▶ **INPUT FOR THIS TASK**

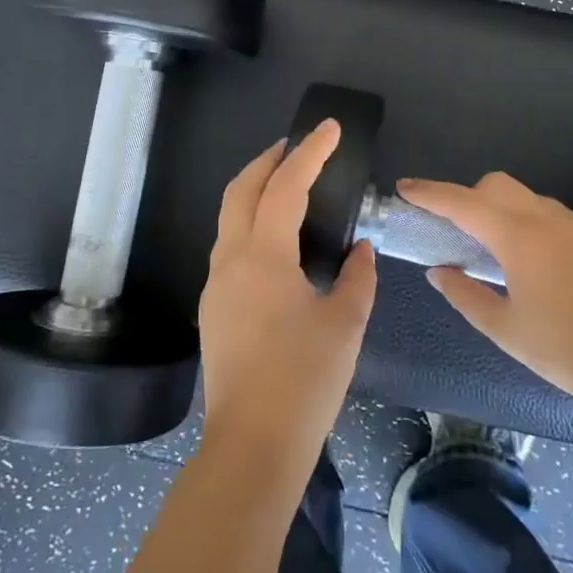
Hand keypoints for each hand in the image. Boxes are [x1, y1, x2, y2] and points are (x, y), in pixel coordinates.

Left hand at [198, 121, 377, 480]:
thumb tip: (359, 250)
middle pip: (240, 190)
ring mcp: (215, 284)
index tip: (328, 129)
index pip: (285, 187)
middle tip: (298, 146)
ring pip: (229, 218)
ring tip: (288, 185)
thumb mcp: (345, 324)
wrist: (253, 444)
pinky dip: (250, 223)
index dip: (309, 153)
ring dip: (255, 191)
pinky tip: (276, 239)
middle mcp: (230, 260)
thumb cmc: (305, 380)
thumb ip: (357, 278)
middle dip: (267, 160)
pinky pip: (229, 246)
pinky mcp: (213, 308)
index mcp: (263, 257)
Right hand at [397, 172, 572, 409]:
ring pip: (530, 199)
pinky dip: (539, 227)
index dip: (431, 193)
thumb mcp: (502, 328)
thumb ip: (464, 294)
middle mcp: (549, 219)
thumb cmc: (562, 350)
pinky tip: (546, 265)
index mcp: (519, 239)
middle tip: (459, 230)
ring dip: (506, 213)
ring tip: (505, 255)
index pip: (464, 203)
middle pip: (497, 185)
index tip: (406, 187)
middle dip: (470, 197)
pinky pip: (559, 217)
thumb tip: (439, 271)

--

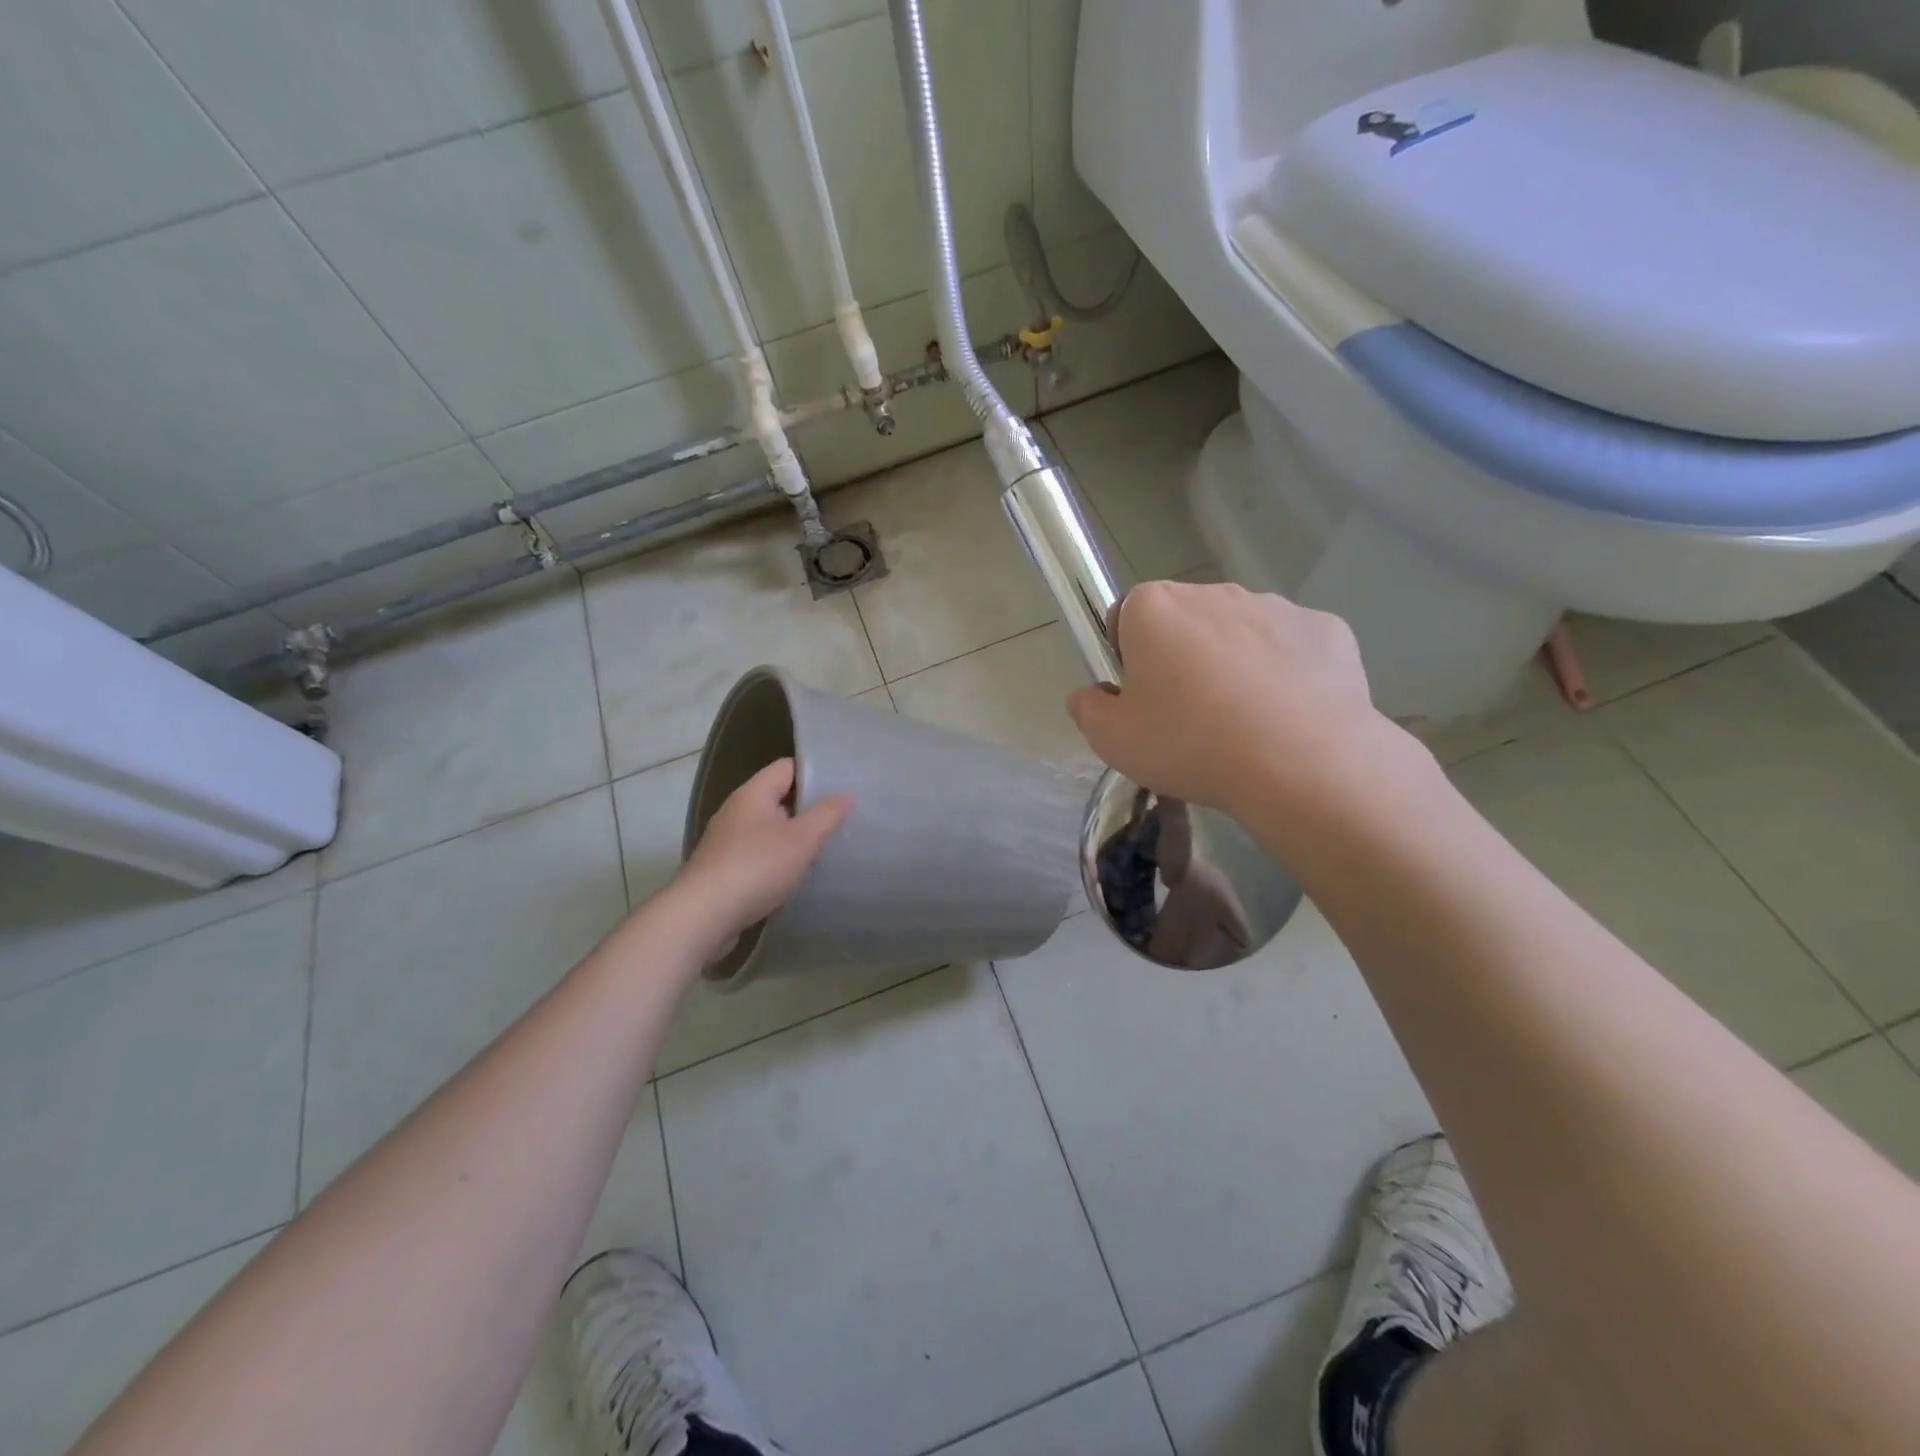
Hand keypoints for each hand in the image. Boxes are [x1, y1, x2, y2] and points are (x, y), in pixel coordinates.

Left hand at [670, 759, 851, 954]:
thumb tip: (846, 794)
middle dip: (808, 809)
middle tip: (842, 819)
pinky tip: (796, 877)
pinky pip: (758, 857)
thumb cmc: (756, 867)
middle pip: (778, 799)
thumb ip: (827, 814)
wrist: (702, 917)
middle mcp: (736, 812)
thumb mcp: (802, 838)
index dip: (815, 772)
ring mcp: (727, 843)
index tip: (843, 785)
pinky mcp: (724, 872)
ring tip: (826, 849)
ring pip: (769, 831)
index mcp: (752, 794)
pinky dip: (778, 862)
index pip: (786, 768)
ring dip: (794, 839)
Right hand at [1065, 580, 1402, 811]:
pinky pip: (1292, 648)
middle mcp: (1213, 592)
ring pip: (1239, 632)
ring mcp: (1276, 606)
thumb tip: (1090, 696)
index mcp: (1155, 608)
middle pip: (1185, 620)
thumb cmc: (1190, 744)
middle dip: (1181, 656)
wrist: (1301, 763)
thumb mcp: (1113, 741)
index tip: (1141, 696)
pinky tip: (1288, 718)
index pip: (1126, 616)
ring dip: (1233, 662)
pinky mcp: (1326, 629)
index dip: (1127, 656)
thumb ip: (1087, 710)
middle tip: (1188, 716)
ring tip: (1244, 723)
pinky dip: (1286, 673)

▶ **WHAT IS REQUIRED**
From the line holding "pinky dip: (539, 227)" to the line holding "pinky pip: (559, 217)", inclusive, restate each line above exactly as written.

▶ **FINAL ANSWER**
pinky dip: (539, 227)
index dip: (431, 193)
thumb mcp: (502, 328)
thumb ip: (464, 294)
middle mcp: (549, 219)
thumb cmc: (562, 350)
pinky tip: (546, 265)
index mcp: (519, 239)
middle tip: (459, 230)
ring dip: (506, 213)
ring tip: (505, 255)
index pip: (464, 203)
middle pip: (497, 185)
index tip: (406, 187)
middle dip: (470, 197)
pinky pip: (559, 217)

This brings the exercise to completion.